Description of the task >> Which lines in the listing below contain the word "Drive"? Copy each one.

*** Opening Dataset entries ***

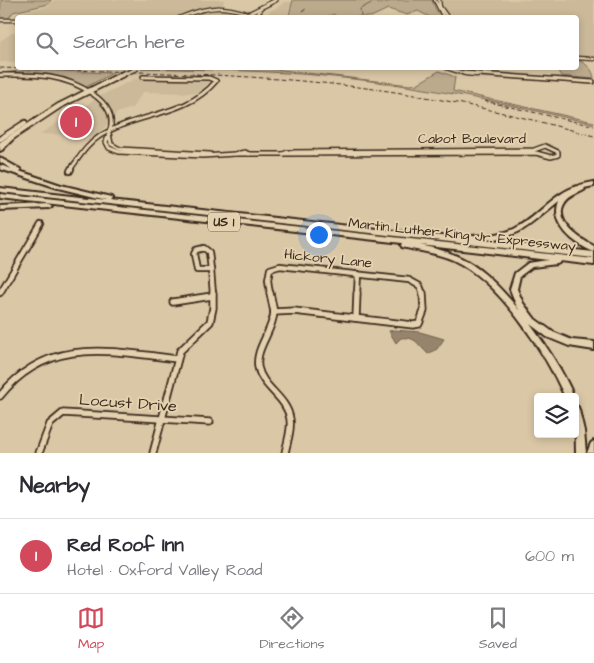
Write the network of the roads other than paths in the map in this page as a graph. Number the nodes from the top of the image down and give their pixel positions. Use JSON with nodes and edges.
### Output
{"nodes":[{"id":1,"x":276,"y":0,"type":"edge"},
{"id":2,"x":281,"y":0,"type":"edge"},
{"id":3,"x":435,"y":0,"type":"edge"},
{"id":4,"x":438,"y":0,"type":"edge"},
{"id":5,"x":229,"y":4,"type":"dead end"},
{"id":6,"x":224,"y":6,"type":"junction"},
{"id":7,"x":258,"y":11,"type":"junction"},
{"id":8,"x":248,"y":14,"type":"edge"},
{"id":9,"x":186,"y":15,"type":"edge"},
{"id":10,"x":258,"y":15,"type":"edge"},
{"id":11,"x":442,"y":15,"type":"edge"},
{"id":12,"x":446,"y":15,"type":"edge"},
{"id":13,"x":14,"y":16,"type":"dead end"},
{"id":14,"x":0,"y":20,"type":"edge"},
{"id":15,"x":10,"y":20,"type":"junction"},
{"id":16,"x":15,"y":20,"type":"edge"},
{"id":17,"x":579,"y":57,"type":"edge"},
{"id":18,"x":594,"y":58,"type":"edge"},
{"id":19,"x":127,"y":70,"type":"edge"},
{"id":20,"x":133,"y":70,"type":"edge"},
{"id":21,"x":452,"y":70,"type":"edge"},
{"id":22,"x":0,"y":74,"type":"edge"},
{"id":23,"x":143,"y":77,"type":"dead end"},
{"id":24,"x":593,"y":82,"type":"edge"},
{"id":25,"x":85,"y":91,"type":"junction"},
{"id":26,"x":110,"y":132,"type":"junction"},
{"id":27,"x":14,"y":135,"type":"junction"},
{"id":28,"x":0,"y":140,"type":"edge"},
{"id":29,"x":0,"y":145,"type":"edge"},
{"id":30,"x":0,"y":149,"type":"edge"},
{"id":31,"x":283,"y":154,"type":"junction"},
{"id":32,"x":0,"y":160,"type":"edge"},
{"id":33,"x":0,"y":167,"type":"edge"},
{"id":34,"x":70,"y":171,"type":"dead end"},
{"id":35,"x":40,"y":180,"type":"junction"},
{"id":36,"x":594,"y":186,"type":"edge"},
{"id":37,"x":0,"y":190,"type":"edge"},
{"id":38,"x":0,"y":196,"type":"edge"},
{"id":39,"x":150,"y":206,"type":"junction"},
{"id":40,"x":85,"y":207,"type":"junction"},
{"id":41,"x":0,"y":208,"type":"edge"},
{"id":42,"x":41,"y":224,"type":"dead end"},
{"id":43,"x":430,"y":236,"type":"junction"},
{"id":44,"x":363,"y":237,"type":"junction"},
{"id":45,"x":594,"y":249,"type":"edge"},
{"id":46,"x":593,"y":259,"type":"edge"},
{"id":47,"x":211,"y":270,"type":"junction"},
{"id":48,"x":358,"y":274,"type":"junction"},
{"id":49,"x":0,"y":293,"type":"edge"},
{"id":50,"x":212,"y":296,"type":"junction"},
{"id":51,"x":173,"y":302,"type":"dead end"},
{"id":52,"x":274,"y":312,"type":"junction"},
{"id":53,"x":356,"y":318,"type":"junction"},
{"id":54,"x":594,"y":346,"type":"edge"},
{"id":55,"x":177,"y":359,"type":"junction"},
{"id":56,"x":568,"y":393,"type":"edge"},
{"id":57,"x":0,"y":396,"type":"edge"},
{"id":58,"x":162,"y":420,"type":"junction"},
{"id":59,"x":210,"y":422,"type":"dead end"},
{"id":60,"x":579,"y":428,"type":"edge"},
{"id":61,"x":594,"y":446,"type":"edge"},
{"id":62,"x":40,"y":453,"type":"edge"},
{"id":63,"x":153,"y":453,"type":"edge"},
{"id":64,"x":285,"y":453,"type":"edge"},
{"id":65,"x":581,"y":453,"type":"edge"},
{"id":66,"x":592,"y":453,"type":"edge"}],
"edges":[{"from":1,"to":7,"type":"main road"},
{"from":2,"to":7,"type":"main road"},
{"from":3,"to":11,"type":"street"},
{"from":4,"to":12,"type":"street"},
{"from":5,"to":6,"type":"street"},
{"from":6,"to":8,"type":"street"},
{"from":6,"to":9,"type":"street"},
{"from":7,"to":8,"type":"main road"},
{"from":7,"to":8,"type":"main road"},
{"from":7,"to":10,"type":"main road"},
{"from":13,"to":15,"type":"street"},
{"from":14,"to":15,"type":"street"},
{"from":15,"to":16,"type":"street"},
{"from":17,"to":18,"type":"street"},
{"from":19,"to":25,"type":"main road","bridge":true},
{"from":20,"to":25,"type":"main road","bridge":true},
{"from":21,"to":24,"type":"street"},
{"from":22,"to":25,"type":"street"},
{"from":23,"to":26,"type":"street"},
{"from":25,"to":26,"type":"street"},
{"from":25,"to":27,"type":"main road"},
{"from":25,"to":28,"type":"main road"},
{"from":26,"to":31,"type":"street","name":"Cabot Boulevard"},
{"from":26,"to":34,"type":"street"},
{"from":27,"to":29,"type":"main road"},
{"from":27,"to":30,"type":"highway"},
{"from":31,"to":31,"type":"street","name":"Cabot Boulevard"},
{"from":32,"to":35,"type":"highway"},
{"from":33,"to":35,"type":"highway"},
{"from":35,"to":39,"type":"highway"},
{"from":36,"to":43,"type":"highway"},
{"from":36,"to":45,"type":"highway"},
{"from":37,"to":39,"type":"highway","name":"Martin Luther King Jr. Expressway","number":"US 1"},
{"from":38,"to":40,"type":"highway","name":"Martin Luther King Jr. Expressway","number":"US 1"},
{"from":39,"to":43,"type":"highway","name":"Martin Luther King Jr. Expressway","number":"US 1"},
{"from":40,"to":41,"type":"highway"},
{"from":40,"to":44,"type":"highway","name":"Martin Luther King Jr. Expressway","number":"US 1"},
{"from":42,"to":49,"type":"street"},
{"from":43,"to":46,"type":"highway","name":"Martin Luther King Jr. Expressway","number":"US 1"},
{"from":44,"to":46,"type":"highway","name":"Martin Luther King Jr. Expressway","number":"US 1"},
{"from":44,"to":56,"type":"highway"},
{"from":46,"to":54,"type":"highway"},
{"from":47,"to":47,"type":"street"},
{"from":47,"to":50,"type":"street"},
{"from":48,"to":52,"type":"street","name":"Hickory Lane"},
{"from":48,"to":53,"type":"street"},
{"from":48,"to":53,"type":"street","name":"Hickory Lane"},
{"from":50,"to":51,"type":"street"},
{"from":50,"to":55,"type":"street"},
{"from":52,"to":53,"type":"street","name":"Hickory Lane"},
{"from":52,"to":64,"type":"street","name":"Hickory Lane"},
{"from":55,"to":57,"type":"street"},
{"from":55,"to":58,"type":"street"},
{"from":58,"to":59,"type":"street","name":"Locust Drive"},
{"from":58,"to":62,"type":"street","name":"Locust Drive"},
{"from":58,"to":63,"type":"street"},
{"from":60,"to":65,"type":"highway"},
{"from":61,"to":66,"type":"highway"}]}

*** Closing Dataset entries ***

Written response >>
{"from":58,"to":59,"type":"street","name":"Locust Drive"},
{"from":58,"to":62,"type":"street","name":"Locust Drive"},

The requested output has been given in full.